Faster Rumor Spreading With Multiple Calls

Abstract

We consider the random phone call model introduced by Demers et al., which is a well-studied model for information dissemination on networks. One basic protocol in this model is the so-called Push protocol which proceeds in synchronous rounds. Starting with a single node which knows of a rumor, every informed node calls in each round a random neighbor and informs it of the rumor. The Push-Pull protocol works similarly, but additionally every uninformed node calls a random neighbor and may learn the rumor from it.
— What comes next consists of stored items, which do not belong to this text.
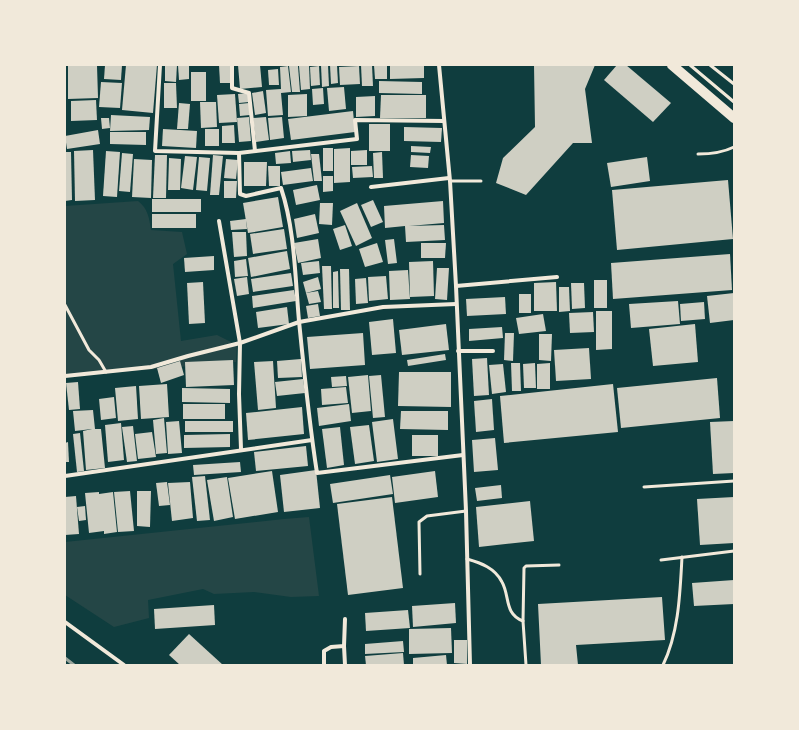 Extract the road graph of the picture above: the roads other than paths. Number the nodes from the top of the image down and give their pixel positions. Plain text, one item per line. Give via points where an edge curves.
1 (160, 65) edge
2 (232, 65) edge
3 (439, 65) edge
4 (672, 65) edge
5 (690, 65) edge
6 (710, 65) edge
7 (734, 84) edge
8 (734, 102) edge
9 (734, 118) edge
10 (444, 120) junction
11 (734, 147) edge
12 (255, 151) junction
13 (239, 153) junction
14 (698, 154) dead end
15 (449, 179) junction
16 (481, 181) dead end
17 (372, 187) dead end
18 (219, 220) dead end
19 (557, 277) dead end
20 (456, 286) junction
21 (456, 304) junction
22 (65, 305) edge
23 (299, 322) junction
24 (240, 343) junction
25 (492, 350) dead end
26 (458, 351) junction
27 (106, 372) junction
28 (65, 376) edge
29 (312, 440) junction
30 (241, 449) junction
31 (463, 455) junction
32 (65, 476) edge
33 (734, 481) edge
34 (644, 487) dead end
35 (466, 510) junction
36 (734, 551) edge
37 (682, 557) junction
38 (467, 559) junction
39 (662, 560) dead end
40 (560, 565) dead end
41 (420, 574) dead end
42 (345, 619) dead end
43 (523, 621) junction
44 (65, 622) edge
45 (344, 646) junction
46 (124, 665) edge
47 (324, 665) edge
48 (344, 665) edge
49 (470, 665) edge
50 (526, 665) edge
51 (663, 665) edge

1 - 13 street via 155,151
2 - 12 street via 232,88 249,93
3 - 10 street
4 - 9 main road
5 - 8 lane
6 - 7 lane
10 - 12 street via 355,120 358,139
10 - 15 street
11 - 14 lane via 715,154
12 - 13 street
13 - 23 street via 240,194 246,196 282,188 296,270
15 - 16 lane
15 - 17 street
15 - 20 street
18 - 24 street
19 - 20 street
20 - 21 street
21 - 23 street via 383,307
21 - 26 street
22 - 27 lane via 89,350
23 - 24 street
23 - 29 street
24 - 27 street via 151,367
24 - 30 street
25 - 26 street
26 - 31 street
27 - 28 street
29 - 30 street
29 - 31 street via 317,473
30 - 32 street
31 - 35 street
33 - 34 lane
35 - 38 street
35 - 41 lane via 427,516 419,522
36 - 37 lane
37 - 39 lane
37 - 51 lane via 680,594 671,649
38 - 43 lane via 491,569 503,582 512,614
38 - 49 street
40 - 43 lane via 524,568
42 - 45 street
43 - 50 lane
44 - 46 street
45 - 47 street via 331,647 324,651
45 - 48 street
It is well-known that both protocols need $\Theta(\log n)$ rounds to spread a rumor on a complete network with $n$ nodes. Here we are interested in how much the spread can be speeded by enabling nodes to make more than one call in each round. We propose a new model where the number of calls of a node is chosen independently according to a probability distribution $R$. We provide both lower and upper bounds on the rumor spreading time depending on statistical properties of $R$ such as the mean or the variance (if they exist). In particular, if $R$ follows a power law distribution with exponent $\beta \in (2,3)$, we show that the Push-Pull protocol spreads a rumor in $\Theta(\log \log n)$ rounds. Moreover when $\beta=3$, the Push-Pull protocol spreads a rumor in $\Theta(\frac{ \log n}{\log\log n})$ rounds.